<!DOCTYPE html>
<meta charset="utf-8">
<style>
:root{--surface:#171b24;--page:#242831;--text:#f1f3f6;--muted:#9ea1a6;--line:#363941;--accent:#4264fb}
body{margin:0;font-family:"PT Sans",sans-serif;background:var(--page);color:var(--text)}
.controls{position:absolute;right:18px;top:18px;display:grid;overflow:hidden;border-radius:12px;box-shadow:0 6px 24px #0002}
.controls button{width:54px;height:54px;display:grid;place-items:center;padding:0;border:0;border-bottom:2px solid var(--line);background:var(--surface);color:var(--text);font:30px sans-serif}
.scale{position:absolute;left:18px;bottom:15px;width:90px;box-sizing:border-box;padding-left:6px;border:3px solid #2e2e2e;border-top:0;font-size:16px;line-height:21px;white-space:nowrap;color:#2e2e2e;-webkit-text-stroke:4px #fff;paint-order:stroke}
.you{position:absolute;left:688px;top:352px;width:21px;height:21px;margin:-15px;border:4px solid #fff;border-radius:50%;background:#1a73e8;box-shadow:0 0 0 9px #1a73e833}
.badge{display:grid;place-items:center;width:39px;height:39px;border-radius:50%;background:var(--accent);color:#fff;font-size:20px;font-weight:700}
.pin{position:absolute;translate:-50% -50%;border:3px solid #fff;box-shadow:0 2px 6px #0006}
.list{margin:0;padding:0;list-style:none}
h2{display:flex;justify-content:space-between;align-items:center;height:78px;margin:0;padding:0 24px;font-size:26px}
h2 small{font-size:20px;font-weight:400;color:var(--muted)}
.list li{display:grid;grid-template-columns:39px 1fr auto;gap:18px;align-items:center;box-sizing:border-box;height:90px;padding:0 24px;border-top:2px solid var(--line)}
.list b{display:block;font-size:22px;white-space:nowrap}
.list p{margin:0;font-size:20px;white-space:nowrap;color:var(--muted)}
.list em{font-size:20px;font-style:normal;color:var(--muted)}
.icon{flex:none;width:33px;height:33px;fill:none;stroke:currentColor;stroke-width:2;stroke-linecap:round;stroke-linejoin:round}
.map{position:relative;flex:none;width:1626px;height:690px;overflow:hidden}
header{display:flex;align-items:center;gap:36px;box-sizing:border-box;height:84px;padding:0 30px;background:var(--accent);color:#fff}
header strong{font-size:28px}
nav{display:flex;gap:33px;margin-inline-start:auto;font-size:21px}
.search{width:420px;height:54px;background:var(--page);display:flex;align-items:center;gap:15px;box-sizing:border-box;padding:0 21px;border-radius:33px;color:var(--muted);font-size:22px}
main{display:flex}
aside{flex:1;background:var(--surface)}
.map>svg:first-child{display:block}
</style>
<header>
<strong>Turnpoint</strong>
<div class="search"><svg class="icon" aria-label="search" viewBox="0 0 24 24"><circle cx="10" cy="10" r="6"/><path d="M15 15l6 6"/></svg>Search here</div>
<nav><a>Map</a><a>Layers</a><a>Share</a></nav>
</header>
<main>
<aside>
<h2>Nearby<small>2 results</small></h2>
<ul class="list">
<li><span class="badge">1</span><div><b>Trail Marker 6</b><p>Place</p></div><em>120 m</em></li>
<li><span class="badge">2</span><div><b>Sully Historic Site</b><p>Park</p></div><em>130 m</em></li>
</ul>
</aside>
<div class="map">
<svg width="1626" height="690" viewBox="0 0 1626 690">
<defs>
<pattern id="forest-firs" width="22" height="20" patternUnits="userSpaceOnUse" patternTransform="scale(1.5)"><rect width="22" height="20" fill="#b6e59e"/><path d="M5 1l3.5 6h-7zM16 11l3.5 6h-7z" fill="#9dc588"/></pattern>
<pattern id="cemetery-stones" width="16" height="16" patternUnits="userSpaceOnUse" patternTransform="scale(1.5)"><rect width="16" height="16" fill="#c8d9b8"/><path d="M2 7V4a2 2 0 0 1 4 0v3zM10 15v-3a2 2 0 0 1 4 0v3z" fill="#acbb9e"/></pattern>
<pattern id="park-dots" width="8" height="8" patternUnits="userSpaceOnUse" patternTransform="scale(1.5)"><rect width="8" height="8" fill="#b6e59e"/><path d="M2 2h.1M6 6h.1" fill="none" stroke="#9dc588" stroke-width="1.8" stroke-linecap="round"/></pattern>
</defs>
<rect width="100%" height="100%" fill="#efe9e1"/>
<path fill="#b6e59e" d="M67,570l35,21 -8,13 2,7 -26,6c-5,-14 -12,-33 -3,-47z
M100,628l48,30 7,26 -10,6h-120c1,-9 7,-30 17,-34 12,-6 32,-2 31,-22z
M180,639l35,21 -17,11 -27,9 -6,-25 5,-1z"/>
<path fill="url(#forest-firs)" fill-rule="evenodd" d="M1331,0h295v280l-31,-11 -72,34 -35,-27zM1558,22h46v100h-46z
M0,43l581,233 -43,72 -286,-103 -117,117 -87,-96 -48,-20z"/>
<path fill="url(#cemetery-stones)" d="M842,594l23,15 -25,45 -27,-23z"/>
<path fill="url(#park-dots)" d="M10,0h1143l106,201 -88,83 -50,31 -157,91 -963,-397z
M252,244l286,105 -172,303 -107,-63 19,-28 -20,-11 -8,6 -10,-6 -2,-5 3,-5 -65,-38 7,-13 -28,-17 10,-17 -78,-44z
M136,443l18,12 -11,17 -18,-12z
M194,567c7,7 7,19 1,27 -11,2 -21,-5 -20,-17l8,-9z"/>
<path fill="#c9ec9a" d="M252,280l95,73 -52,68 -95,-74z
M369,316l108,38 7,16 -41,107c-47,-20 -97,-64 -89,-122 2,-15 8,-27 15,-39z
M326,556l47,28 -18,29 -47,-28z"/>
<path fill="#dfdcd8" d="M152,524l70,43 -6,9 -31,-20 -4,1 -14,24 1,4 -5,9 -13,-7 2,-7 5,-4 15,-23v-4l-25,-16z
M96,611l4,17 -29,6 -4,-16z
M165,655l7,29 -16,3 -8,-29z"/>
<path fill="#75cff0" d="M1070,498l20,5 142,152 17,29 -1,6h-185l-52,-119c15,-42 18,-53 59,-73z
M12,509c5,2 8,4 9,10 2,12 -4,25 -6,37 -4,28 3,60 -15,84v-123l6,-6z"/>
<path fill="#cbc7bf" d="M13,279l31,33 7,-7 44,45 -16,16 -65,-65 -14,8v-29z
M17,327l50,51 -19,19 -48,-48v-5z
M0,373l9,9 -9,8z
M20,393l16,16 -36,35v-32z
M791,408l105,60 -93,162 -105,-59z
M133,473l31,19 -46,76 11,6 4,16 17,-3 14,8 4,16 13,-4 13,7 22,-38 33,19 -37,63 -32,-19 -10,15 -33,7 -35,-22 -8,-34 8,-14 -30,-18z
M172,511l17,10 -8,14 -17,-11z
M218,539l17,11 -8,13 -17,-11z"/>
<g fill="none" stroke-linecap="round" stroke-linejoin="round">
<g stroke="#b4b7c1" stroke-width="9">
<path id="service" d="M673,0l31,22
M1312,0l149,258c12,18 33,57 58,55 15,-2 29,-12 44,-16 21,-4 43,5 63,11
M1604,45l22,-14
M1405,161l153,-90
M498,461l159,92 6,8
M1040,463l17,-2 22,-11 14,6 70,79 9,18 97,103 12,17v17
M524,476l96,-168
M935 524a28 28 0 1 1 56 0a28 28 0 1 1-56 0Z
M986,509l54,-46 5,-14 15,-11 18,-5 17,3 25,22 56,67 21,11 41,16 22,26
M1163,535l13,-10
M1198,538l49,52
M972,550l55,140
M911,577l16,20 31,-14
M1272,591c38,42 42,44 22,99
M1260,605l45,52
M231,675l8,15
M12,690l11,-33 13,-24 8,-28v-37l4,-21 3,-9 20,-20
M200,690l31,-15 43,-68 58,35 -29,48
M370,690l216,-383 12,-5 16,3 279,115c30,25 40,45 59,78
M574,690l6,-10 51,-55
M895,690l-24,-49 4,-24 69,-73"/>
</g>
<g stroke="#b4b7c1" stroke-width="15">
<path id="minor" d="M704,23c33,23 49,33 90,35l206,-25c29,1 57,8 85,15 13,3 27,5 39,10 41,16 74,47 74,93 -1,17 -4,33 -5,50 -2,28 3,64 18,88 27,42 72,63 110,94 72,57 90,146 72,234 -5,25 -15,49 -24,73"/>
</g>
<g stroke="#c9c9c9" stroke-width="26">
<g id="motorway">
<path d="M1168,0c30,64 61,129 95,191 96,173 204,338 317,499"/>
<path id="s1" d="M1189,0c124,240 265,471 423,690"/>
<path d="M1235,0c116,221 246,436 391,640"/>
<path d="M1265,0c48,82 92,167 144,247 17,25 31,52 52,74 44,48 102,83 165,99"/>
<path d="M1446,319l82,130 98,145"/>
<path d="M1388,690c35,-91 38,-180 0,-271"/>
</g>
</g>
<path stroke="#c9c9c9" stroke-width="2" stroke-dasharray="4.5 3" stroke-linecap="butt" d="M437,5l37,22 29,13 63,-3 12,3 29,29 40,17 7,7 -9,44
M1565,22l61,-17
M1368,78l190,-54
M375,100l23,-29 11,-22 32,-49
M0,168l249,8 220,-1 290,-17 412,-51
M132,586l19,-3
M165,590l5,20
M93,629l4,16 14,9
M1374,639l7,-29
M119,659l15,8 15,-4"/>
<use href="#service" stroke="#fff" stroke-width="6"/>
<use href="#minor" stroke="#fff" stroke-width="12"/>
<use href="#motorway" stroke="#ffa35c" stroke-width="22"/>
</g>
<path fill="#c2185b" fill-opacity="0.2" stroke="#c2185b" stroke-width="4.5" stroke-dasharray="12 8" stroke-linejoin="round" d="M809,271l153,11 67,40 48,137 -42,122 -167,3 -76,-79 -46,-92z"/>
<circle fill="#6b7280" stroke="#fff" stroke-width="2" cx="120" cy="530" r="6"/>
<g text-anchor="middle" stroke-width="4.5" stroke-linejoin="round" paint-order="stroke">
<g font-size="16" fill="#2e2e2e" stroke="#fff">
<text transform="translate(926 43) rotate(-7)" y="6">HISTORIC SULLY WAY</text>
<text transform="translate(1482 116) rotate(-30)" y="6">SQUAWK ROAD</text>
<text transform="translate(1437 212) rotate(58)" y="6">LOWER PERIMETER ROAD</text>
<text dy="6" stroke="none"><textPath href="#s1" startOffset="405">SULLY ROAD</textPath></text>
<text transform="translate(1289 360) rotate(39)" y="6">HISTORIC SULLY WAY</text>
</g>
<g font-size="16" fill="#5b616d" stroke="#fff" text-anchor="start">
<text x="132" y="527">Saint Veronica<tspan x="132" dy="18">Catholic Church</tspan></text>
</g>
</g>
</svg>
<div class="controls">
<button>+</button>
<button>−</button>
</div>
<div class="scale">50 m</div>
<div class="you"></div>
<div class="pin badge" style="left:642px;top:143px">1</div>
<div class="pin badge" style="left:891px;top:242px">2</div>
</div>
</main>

__________________________________________________

→ WHAT YOU ARE ASKED TO DO:
Filter the data above, keeping only lines that include the string "serif".

→ THE COMPLETED TASK:
body{margin:0;font-family:"PT Sans",sans-serif;background:var(--page);color:var(--text)}
.controls button{width:54px;height:54px;display:grid;place-items:center;padding:0;border:0;border-bottom:2px solid var(--line);background:var(--surface);color:var(--text);font:30px sans-serif}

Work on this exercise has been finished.